Калугадва
Шрифт:
– Так это же Женьки Черножукова! С бабкой тут жил!
– Не пожил, не пожил…
– То есть как это – «не пожил»?
– Не-е, ну, в том смысле, что жил тут, конечно, с матерью, бабкой и дедом вот в этом бараке на втором этаже. Потом у него умерла мать, кажется, осенью умерла. Она до того все время болела, мучилась, мучилась… Хотя еще летом выходила на крыльцо, на солнце, и ветер слегка шевелил ее волосы.
Лидой. На похоронах собралось много народу – гости, соседи, родственники.
– Вроде у Женьки был еще отец? Почему ты о нем ничего не говоришь?

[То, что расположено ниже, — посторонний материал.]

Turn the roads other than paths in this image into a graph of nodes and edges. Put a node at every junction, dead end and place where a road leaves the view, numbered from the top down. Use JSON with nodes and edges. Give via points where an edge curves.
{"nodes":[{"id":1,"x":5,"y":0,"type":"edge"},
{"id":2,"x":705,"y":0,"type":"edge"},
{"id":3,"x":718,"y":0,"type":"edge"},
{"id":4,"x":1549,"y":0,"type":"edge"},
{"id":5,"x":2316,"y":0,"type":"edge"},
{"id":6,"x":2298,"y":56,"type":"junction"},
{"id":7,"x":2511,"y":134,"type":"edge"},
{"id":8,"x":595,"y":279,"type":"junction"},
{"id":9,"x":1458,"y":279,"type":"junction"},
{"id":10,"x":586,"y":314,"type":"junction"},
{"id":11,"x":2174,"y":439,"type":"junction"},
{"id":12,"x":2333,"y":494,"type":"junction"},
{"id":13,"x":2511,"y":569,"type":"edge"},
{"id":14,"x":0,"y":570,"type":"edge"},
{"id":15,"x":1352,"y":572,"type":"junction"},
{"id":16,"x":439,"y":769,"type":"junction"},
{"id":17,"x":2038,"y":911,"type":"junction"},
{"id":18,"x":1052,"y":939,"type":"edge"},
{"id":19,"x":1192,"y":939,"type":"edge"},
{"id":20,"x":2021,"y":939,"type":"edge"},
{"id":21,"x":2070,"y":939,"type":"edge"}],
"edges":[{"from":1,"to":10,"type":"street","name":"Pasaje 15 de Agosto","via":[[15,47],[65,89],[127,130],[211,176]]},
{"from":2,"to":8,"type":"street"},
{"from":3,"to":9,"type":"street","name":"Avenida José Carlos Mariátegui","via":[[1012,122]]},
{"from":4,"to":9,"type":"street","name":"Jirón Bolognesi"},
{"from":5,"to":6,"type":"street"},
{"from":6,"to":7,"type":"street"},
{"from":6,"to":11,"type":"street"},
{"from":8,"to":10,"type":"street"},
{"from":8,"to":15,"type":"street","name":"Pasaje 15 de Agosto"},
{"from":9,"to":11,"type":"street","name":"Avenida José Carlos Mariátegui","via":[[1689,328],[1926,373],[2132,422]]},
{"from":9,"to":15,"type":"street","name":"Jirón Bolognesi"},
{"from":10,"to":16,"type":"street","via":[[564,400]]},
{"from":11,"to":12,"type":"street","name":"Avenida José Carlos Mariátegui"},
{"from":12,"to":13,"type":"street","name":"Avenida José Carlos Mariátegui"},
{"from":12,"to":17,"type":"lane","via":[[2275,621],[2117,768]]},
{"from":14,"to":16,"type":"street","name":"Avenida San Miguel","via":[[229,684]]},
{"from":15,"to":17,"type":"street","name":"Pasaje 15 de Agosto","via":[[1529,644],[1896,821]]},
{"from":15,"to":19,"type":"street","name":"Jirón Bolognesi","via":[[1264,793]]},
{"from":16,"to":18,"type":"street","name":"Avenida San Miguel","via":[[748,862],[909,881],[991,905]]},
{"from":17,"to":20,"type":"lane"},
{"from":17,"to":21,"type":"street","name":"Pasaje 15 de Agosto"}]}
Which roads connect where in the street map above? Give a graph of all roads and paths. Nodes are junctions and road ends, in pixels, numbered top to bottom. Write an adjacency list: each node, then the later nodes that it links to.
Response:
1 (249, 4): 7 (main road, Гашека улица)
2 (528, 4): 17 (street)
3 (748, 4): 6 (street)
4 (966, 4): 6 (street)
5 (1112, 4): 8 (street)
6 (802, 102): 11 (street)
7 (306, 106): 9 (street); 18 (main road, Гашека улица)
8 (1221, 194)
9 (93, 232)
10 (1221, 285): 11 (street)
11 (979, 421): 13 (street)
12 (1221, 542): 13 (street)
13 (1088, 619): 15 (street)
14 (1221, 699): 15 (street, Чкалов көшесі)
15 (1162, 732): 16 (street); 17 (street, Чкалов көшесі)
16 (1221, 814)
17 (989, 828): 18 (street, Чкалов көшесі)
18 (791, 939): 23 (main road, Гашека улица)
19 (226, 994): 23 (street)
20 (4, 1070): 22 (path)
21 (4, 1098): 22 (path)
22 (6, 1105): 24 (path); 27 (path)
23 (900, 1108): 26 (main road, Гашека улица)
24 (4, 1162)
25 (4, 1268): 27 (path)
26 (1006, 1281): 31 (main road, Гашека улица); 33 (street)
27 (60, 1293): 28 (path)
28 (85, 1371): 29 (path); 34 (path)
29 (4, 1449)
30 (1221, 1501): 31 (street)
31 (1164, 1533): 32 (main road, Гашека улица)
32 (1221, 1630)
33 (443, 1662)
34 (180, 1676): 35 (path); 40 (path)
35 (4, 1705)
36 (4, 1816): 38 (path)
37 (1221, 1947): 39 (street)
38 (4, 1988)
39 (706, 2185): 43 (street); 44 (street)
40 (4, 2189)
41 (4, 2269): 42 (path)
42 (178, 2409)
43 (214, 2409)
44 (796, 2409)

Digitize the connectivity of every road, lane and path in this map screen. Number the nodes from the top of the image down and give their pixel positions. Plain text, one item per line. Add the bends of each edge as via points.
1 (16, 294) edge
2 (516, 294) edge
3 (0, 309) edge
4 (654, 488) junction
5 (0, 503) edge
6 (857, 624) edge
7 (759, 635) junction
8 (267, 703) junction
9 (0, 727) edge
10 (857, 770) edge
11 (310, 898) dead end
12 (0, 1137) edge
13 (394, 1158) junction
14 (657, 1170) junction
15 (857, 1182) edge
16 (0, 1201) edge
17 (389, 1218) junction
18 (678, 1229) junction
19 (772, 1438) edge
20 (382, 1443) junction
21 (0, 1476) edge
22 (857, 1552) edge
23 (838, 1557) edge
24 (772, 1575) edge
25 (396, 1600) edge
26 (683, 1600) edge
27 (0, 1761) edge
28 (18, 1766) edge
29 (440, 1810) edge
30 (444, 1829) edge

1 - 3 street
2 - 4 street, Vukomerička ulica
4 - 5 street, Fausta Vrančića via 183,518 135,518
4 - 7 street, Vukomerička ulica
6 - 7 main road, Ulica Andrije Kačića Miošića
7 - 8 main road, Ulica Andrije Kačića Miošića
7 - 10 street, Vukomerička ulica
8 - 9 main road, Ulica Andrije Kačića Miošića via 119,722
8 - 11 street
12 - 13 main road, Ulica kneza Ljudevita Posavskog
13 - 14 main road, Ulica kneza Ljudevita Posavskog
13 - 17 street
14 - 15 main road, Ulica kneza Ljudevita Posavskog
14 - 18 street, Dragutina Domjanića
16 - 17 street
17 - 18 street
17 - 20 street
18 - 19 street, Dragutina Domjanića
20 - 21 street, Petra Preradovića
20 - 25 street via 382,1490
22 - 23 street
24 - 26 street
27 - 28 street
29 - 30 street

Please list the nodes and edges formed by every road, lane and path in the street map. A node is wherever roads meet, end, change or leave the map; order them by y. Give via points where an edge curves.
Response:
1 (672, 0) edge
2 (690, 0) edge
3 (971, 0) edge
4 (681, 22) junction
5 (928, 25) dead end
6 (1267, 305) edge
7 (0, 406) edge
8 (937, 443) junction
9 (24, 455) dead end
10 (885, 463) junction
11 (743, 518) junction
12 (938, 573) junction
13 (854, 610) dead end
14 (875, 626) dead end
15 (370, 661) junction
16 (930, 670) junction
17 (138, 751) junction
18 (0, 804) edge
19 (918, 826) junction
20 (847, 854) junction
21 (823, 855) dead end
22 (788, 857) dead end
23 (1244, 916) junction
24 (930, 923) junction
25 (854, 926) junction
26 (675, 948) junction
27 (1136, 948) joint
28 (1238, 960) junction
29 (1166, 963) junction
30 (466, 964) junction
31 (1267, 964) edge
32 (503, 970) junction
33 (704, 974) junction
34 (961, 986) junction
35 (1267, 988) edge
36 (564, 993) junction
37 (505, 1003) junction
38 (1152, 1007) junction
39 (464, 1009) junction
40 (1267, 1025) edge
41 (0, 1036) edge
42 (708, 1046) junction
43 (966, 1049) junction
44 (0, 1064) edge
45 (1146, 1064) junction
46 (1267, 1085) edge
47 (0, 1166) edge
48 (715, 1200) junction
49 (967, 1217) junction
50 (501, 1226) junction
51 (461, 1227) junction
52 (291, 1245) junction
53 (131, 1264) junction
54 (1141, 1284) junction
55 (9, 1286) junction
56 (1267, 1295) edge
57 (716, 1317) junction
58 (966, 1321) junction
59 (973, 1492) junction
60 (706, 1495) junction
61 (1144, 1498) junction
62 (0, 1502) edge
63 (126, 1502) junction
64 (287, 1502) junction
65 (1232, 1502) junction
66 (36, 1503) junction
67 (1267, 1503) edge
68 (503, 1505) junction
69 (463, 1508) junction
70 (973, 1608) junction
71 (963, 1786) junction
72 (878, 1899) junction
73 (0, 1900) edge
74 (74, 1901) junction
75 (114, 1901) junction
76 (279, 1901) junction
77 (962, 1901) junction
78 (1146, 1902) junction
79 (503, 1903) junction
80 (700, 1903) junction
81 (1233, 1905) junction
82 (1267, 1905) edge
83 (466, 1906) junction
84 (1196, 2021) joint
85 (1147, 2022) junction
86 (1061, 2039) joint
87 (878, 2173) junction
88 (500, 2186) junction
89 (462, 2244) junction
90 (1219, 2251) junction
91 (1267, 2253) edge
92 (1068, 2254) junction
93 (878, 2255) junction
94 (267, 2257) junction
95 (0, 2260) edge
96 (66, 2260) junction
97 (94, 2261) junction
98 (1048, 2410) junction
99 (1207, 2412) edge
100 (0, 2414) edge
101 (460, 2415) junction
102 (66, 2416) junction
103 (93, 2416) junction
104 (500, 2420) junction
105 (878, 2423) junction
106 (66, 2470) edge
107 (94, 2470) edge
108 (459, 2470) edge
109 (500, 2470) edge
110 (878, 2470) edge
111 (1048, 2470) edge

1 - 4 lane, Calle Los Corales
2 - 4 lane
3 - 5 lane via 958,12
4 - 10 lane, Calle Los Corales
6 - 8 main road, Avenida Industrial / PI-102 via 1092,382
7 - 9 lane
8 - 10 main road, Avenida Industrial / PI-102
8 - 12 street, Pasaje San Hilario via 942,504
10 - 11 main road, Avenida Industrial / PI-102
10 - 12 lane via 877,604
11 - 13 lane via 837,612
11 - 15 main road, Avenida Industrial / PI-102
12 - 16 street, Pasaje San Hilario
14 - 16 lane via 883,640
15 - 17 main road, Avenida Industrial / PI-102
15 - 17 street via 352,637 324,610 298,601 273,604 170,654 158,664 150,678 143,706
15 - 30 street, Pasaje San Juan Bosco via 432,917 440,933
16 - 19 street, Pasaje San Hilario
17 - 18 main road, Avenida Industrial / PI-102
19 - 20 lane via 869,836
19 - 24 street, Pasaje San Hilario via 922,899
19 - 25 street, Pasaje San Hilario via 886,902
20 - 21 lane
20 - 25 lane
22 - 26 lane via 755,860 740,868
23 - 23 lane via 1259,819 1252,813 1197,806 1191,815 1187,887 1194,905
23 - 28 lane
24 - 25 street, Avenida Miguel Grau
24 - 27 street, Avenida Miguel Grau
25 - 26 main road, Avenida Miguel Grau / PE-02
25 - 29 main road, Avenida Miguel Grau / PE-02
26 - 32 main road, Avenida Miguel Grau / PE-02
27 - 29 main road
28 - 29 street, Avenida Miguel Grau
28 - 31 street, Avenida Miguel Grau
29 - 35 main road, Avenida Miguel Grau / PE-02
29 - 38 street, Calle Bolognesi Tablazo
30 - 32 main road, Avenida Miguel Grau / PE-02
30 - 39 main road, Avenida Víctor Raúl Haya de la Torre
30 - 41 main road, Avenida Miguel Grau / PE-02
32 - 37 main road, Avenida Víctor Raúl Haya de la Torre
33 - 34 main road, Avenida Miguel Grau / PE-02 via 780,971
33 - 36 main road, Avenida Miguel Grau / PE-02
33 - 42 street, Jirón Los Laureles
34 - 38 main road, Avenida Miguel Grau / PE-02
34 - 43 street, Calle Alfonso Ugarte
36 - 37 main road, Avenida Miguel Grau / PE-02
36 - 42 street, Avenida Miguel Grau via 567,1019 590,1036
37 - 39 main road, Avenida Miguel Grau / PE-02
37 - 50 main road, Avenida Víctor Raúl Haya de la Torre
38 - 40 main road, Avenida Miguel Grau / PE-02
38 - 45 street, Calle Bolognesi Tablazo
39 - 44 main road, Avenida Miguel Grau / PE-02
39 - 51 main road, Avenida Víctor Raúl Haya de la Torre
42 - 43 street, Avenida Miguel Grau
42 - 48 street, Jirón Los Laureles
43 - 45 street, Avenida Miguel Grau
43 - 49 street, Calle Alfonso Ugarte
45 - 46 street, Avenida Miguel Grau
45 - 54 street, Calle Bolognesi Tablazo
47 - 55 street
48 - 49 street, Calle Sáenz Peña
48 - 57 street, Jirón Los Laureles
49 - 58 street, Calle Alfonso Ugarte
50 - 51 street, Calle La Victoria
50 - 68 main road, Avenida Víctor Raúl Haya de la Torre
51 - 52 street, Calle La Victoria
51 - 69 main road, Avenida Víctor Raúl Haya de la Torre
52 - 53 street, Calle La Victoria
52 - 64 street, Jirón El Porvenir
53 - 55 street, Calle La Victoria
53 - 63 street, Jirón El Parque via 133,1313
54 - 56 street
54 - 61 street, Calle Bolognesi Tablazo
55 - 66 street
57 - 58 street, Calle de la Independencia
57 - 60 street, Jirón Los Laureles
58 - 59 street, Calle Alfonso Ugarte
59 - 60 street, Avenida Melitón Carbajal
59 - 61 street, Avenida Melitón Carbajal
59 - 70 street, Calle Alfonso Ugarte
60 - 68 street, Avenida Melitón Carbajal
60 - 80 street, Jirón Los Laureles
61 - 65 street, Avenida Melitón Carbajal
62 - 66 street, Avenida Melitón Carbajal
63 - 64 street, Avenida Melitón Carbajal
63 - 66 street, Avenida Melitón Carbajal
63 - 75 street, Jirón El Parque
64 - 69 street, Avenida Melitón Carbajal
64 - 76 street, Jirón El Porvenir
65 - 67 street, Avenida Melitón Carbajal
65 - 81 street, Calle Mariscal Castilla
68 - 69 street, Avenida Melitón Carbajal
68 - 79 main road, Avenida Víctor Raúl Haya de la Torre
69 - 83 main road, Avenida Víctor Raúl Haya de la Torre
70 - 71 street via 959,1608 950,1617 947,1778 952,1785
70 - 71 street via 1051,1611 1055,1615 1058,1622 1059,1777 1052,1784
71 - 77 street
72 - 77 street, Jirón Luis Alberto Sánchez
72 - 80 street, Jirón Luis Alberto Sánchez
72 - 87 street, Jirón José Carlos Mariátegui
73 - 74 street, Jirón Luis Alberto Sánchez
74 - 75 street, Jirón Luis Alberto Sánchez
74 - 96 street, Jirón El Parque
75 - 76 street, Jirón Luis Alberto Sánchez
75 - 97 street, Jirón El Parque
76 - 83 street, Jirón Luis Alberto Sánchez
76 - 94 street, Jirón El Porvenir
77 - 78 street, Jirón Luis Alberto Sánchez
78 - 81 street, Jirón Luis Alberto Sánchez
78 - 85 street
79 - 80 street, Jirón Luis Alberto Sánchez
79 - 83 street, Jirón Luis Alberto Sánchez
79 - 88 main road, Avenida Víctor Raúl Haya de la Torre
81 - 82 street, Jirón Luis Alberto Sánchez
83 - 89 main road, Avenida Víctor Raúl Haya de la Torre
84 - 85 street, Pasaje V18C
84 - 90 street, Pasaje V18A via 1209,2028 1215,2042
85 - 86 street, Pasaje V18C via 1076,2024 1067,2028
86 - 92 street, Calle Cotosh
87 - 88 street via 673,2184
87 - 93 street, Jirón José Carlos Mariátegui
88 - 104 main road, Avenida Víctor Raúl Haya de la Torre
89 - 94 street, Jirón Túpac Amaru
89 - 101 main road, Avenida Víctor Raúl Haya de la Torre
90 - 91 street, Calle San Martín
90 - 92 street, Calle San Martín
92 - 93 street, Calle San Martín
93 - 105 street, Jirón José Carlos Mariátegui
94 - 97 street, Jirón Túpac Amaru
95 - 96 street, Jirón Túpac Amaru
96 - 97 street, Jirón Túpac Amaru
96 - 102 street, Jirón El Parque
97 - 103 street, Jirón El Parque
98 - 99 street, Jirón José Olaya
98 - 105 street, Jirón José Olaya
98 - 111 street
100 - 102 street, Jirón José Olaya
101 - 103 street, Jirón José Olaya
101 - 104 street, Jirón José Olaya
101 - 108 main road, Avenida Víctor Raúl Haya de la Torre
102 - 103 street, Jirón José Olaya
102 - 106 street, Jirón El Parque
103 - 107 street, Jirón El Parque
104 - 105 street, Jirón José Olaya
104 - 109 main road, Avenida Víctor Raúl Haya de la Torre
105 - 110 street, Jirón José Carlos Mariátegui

– Да, был… Павел из Калугиодин. Он не приехал на похороны, говорил, что опоздал, понимаешь, приехал только на следующий день или к вечеру, не помню точно, винился, просил отвести его на могилу Лиды. Он ведь тогда впервые увидел своего сына. Так они и жили вместе девять дней.
– А что Женя?
– Ничего… Ведь прожил всю жизнь без отца, и бабка Фамарь
Никитична воспитала его в постоянном страхе. «Что такое постоянство?» – довольно часто вопрошают меня паломники в этой связи. «Да и хотя бы привычка к однообразию». Женя был частью этой медленной жизни, вернее, не жизни, а бытования, тягучего бытования, рассуждать о цвете которого я бы не взялся. Итак, вообрази себе однообразный вой или гул, внезапно потрясаемый трубным ударом вечевого колокола. Смерть матери, внезапный приезд отца, похороны, бесконечные бессонные ночи в пустой комнате на пустой кровати в плену пустых, уверяю тебя, совершенно пустых кошмаров. Например, ему могла являться мать и заученным жестом умершей нежности, гладить сына по лицу, по глазам. Женя узнавал этот жест – плакал, мучился, получая в ужасе удовольствие от прикосновения. Потом отец уехал. А они с
Лешкой Золотаревым полезли на колокольню на Филиале. Забрались на самый верхний звон… На колокольне все перила проржавели и были кое-где прикручены проволокой, пол прогнил, а по углам висели грязные наледи бутылочным стеклом: тигли. Ночью шел снег, а днем светило солнце, и было как зимой с мутными наварившимися языками льда, пробравшимися сквозь железную ограду и окаменевшими тут. Вот он и сорвался.
– Сорвался или бросился?
– Не знаю… На похороны приехал Павел.
«Женечка, а Женечка, но все равно твоя голова обнажена! И лучше б с неба, с горы, с тучки златоверхой, с последнего звона монастырской колокольни на эту грешную голову лилась холодная вода! А потом выйди в январский ветер, кусая шершавый снег-наст
– бьет промозглая дрожь, поклонись, как должно, и тут же у стены, обшитой тесом, сиди, замирай, подвизайся, одиночествуй, катаясь ладонью по мокрым дымящимся волосам, натертым лампадным маслом, так что задохнуться можно от умиления, жалости, смирения и собственной ничтожности…»
И Жени не стало. Еще совсем недавно он был тут: «А если я умру, как мама, то меня не будет. Все станут меня искать, звать, кричать: Женя, ты где? А меня уже давно не будет, и они стяжают неведение и слепоту».
Вспоминалось: можно было, вполне обезопасив себя, избегая вопросов и погони по пятам, забраться на самый верхний звон полуразрушенной колокольни. С высоты после узкой темной лестницы
– крутого крюкастого лаза – низкого, невыносимо низкого, скребущегося в голову потолка Женя принимался за эту территорию мира, разлитого под солнцем. Конечно, ослепляло с непривычки, хотя этой минуты и следовало ожидать с неотвязностью, борясь с волнением, не подавая вида в том, но все же эта минута наступала внезапно – болели глаза, ломило голову.
Женя видел изумрудный лес до горизонта, поселок, мутную зелень карьера. В продолжение тишины улицы пустовали, расчерченные песчаной пылью, поднятой вероятным метанием камней или путешествием велосипеда. Деревянные мостовые возлежали в тени деревьев.
Единственное, где происходило хоть какое мало-мальски различимое с вышины движение, так это была станция УЖД – мотовоз дышал черной копотью солярки, трогался, уезжал, подобный спичечной коробке.
Женя вспоминал, как отец говорил ему, что летом они обязательно пойдут на рыбалку – смешно, а теперь лес, уводящий к горизонту, поселок, холмы, поросшие кустарником, мутная зелень карьера.
Бараки…
И шагнул.
На следующий день Павел уехал, и больше его никто никогда не видел. В поселке через три года начались расселения, еще что-то там началось, вывозили лес, шпалы, рельсы, погрузчики и трелевочные машины разрывали кривые улицы. Кинотеатр горел.